## Exercise requirements
Gather all lines with "tunnel" from the records.

## Exercise input

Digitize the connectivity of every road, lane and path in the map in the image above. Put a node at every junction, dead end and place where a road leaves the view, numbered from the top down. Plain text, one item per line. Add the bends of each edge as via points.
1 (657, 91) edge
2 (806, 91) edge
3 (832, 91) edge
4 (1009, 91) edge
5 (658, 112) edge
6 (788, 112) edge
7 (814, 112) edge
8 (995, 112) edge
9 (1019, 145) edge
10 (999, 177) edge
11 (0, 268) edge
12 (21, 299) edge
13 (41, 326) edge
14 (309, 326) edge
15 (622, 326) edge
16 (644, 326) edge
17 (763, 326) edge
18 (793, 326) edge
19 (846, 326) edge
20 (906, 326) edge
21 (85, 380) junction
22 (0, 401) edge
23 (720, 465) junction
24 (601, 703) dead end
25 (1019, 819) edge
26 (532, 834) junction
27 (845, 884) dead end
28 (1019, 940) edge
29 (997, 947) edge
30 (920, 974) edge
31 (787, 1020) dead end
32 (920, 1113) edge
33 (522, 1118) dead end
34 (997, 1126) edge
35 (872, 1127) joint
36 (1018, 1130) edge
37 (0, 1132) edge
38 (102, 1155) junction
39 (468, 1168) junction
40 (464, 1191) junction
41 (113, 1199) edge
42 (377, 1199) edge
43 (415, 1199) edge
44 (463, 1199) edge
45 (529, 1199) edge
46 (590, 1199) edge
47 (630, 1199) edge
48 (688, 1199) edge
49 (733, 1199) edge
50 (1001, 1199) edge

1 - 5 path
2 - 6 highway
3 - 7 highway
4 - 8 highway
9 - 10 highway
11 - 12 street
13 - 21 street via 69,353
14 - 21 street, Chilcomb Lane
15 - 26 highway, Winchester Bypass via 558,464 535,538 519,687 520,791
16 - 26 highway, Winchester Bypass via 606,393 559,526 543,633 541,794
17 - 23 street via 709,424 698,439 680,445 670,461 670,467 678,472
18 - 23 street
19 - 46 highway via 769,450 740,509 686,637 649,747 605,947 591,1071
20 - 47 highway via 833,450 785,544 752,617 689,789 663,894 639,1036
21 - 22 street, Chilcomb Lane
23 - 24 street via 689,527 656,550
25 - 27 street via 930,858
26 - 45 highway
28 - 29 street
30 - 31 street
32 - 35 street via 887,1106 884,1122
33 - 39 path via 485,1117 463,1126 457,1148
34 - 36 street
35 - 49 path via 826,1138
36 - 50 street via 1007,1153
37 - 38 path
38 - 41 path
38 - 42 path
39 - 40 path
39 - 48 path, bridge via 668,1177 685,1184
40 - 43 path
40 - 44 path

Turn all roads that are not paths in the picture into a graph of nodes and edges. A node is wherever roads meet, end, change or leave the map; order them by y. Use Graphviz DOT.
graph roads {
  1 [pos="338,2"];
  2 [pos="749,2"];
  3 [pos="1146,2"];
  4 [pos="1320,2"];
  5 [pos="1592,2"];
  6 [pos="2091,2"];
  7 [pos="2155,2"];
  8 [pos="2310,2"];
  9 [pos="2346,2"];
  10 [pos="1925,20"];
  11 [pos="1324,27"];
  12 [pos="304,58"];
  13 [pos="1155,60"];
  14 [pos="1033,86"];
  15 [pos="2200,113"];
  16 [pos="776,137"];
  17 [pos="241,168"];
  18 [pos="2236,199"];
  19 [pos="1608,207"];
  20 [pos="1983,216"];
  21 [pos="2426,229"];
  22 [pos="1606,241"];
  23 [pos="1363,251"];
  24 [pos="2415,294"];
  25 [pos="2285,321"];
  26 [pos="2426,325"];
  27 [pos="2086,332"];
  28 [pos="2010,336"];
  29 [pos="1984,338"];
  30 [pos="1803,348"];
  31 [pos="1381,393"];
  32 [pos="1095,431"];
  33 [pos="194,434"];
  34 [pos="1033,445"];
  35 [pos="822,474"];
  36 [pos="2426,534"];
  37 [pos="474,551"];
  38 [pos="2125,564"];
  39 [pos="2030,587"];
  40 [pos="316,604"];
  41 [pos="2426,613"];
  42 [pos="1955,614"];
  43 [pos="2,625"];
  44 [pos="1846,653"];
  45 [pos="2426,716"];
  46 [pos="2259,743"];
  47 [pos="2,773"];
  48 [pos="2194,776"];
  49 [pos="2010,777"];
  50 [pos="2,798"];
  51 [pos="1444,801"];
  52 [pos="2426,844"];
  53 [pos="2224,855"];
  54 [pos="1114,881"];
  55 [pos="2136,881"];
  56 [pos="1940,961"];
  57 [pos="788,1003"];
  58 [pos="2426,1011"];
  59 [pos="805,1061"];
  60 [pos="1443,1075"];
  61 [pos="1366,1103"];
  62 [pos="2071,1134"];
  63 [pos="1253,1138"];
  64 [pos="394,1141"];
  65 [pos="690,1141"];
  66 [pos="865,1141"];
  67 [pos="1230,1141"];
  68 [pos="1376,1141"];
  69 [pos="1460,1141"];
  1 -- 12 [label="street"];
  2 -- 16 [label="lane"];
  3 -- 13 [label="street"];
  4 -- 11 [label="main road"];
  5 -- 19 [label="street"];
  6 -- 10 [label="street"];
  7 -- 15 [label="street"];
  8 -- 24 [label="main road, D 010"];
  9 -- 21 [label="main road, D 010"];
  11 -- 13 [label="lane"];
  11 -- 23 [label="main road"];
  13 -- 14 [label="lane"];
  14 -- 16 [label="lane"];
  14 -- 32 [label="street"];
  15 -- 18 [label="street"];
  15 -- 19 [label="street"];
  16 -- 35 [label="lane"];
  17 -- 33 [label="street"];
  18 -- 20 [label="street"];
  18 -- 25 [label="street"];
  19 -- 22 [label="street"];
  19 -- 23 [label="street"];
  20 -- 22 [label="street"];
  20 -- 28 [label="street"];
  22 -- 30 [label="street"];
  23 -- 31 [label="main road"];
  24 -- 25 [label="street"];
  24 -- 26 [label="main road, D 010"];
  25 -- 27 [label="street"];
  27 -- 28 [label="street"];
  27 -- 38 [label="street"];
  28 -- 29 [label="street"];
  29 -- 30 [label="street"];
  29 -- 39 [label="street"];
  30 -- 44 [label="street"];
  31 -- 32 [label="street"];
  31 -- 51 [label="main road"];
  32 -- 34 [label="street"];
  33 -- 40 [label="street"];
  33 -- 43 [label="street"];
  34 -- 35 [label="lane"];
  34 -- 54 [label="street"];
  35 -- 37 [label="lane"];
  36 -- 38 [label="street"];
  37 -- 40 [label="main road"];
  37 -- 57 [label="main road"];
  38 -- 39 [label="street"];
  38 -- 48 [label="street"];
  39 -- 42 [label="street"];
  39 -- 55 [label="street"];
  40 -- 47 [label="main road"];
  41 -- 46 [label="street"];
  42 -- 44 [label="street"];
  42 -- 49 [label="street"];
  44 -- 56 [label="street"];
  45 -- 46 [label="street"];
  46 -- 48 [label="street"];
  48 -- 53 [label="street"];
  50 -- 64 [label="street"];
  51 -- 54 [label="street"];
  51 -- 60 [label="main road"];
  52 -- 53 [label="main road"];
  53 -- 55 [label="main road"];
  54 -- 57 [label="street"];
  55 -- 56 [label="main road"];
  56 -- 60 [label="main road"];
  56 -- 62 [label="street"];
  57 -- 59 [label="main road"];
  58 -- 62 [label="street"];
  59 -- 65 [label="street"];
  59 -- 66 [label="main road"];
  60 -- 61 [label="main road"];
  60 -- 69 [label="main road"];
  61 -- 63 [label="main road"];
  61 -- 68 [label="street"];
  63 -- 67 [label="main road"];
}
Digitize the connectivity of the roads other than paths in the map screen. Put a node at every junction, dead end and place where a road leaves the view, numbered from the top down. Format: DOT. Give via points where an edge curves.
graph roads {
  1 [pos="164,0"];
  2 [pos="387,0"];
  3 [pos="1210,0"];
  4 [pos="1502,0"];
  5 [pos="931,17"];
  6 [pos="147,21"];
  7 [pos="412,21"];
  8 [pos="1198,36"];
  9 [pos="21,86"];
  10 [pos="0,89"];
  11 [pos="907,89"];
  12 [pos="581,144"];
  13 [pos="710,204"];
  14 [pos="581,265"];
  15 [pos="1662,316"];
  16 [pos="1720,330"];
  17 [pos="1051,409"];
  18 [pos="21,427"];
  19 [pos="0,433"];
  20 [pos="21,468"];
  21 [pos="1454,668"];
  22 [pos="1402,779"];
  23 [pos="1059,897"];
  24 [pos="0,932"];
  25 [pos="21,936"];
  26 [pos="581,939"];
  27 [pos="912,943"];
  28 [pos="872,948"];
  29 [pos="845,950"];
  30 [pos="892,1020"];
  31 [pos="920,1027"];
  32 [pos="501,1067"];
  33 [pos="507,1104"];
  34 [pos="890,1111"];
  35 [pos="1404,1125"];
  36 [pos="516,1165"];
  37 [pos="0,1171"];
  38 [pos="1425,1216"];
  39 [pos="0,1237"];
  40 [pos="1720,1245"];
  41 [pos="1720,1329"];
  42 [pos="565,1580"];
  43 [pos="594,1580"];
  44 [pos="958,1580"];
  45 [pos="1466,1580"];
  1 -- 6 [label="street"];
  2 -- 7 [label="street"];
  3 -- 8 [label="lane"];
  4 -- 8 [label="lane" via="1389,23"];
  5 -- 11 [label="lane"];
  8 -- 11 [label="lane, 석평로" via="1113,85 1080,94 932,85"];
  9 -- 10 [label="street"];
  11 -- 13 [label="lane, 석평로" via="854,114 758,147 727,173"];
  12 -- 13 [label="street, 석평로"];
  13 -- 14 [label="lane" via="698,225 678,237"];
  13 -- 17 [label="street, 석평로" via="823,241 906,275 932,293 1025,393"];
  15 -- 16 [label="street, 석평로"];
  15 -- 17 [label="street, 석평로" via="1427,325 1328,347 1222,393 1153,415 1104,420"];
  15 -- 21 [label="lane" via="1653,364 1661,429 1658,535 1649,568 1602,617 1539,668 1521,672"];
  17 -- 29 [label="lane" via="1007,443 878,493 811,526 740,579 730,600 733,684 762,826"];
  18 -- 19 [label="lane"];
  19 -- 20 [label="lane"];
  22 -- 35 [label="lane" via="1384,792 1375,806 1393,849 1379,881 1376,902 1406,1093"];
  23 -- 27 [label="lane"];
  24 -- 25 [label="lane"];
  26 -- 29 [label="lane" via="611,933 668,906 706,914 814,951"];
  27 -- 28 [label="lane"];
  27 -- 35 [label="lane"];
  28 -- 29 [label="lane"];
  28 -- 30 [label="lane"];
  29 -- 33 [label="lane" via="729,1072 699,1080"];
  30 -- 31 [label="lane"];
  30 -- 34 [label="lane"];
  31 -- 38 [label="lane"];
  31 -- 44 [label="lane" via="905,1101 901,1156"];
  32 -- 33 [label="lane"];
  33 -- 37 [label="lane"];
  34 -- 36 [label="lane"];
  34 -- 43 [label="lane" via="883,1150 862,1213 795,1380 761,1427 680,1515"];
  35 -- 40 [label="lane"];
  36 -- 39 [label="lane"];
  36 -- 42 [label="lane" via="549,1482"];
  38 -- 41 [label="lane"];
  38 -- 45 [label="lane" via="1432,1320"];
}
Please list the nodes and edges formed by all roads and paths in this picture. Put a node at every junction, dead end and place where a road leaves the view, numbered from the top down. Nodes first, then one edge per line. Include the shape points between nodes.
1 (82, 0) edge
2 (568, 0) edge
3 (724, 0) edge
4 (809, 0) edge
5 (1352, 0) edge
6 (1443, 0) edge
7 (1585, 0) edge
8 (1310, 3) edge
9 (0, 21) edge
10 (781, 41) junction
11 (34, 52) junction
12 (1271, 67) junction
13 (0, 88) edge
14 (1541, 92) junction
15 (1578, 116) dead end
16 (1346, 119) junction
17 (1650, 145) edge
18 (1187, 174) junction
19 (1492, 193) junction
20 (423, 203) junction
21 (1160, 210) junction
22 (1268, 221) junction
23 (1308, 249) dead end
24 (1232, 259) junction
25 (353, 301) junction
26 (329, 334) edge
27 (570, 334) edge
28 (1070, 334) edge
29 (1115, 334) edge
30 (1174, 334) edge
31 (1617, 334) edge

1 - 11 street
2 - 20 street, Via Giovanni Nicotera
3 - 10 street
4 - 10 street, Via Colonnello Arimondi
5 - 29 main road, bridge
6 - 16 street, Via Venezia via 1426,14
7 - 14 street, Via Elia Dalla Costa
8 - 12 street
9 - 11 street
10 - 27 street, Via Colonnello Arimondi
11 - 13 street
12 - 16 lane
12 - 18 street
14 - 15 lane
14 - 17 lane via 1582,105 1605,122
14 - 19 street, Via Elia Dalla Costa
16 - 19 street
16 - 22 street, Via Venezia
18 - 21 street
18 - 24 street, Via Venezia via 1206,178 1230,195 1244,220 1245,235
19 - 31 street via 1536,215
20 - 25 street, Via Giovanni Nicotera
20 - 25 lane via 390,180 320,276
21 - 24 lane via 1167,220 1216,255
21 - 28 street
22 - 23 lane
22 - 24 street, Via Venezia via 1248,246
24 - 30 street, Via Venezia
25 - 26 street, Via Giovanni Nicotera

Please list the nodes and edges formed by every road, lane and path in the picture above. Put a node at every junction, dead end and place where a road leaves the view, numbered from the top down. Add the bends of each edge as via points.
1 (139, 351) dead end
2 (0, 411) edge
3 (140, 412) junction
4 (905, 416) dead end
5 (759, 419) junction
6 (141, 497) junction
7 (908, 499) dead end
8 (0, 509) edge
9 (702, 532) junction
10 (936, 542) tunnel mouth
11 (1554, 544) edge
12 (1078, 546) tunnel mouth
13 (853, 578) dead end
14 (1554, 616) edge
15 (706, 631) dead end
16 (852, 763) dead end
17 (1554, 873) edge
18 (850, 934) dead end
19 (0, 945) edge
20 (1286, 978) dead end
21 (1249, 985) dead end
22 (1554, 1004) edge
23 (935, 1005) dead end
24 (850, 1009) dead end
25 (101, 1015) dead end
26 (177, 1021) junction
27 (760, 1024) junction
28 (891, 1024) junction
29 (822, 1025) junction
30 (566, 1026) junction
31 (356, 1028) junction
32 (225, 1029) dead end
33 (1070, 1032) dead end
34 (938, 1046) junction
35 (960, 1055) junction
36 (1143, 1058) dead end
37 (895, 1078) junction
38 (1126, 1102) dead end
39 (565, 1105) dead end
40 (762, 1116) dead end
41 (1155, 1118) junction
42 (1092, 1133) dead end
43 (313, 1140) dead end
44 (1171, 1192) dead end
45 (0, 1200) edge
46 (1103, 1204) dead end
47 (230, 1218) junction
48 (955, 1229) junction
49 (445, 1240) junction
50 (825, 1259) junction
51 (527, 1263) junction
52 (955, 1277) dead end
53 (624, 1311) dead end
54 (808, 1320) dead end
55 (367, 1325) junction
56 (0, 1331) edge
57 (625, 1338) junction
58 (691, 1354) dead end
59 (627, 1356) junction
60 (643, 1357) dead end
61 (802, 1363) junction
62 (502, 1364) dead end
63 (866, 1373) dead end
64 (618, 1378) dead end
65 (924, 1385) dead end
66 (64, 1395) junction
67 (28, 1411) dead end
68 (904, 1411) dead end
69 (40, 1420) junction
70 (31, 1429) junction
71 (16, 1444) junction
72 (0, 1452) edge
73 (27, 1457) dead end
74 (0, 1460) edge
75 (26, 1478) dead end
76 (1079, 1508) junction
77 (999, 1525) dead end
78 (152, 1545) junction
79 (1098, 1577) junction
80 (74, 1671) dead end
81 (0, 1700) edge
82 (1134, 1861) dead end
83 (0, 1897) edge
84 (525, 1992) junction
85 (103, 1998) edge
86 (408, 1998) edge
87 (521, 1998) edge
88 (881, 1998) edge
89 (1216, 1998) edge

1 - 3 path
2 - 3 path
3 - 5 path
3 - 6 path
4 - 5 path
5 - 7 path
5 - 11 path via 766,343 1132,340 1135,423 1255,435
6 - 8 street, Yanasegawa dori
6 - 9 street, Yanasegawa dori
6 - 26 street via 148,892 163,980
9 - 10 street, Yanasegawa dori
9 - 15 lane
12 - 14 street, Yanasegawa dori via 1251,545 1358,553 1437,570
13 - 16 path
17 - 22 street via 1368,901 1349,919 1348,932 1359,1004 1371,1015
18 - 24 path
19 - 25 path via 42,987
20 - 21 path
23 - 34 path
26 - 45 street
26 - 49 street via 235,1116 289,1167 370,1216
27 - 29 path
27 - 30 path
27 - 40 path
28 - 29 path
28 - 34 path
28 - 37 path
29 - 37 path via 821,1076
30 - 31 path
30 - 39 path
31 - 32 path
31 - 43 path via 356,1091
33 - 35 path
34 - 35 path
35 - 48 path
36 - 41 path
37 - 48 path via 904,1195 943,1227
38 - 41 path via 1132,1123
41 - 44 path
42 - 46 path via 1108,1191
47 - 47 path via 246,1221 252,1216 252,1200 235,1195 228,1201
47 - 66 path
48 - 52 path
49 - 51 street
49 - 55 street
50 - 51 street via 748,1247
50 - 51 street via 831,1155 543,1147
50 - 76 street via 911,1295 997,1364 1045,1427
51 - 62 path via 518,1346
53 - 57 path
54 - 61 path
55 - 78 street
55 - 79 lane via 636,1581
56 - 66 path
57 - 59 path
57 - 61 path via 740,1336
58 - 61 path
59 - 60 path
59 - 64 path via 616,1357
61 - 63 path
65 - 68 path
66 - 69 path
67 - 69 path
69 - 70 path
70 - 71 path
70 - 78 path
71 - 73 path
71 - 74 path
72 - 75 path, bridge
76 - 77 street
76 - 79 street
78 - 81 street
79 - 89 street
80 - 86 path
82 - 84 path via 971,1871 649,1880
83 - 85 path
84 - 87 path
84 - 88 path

## Written response
10 (936, 542) tunnel mouth
12 (1078, 546) tunnel mouth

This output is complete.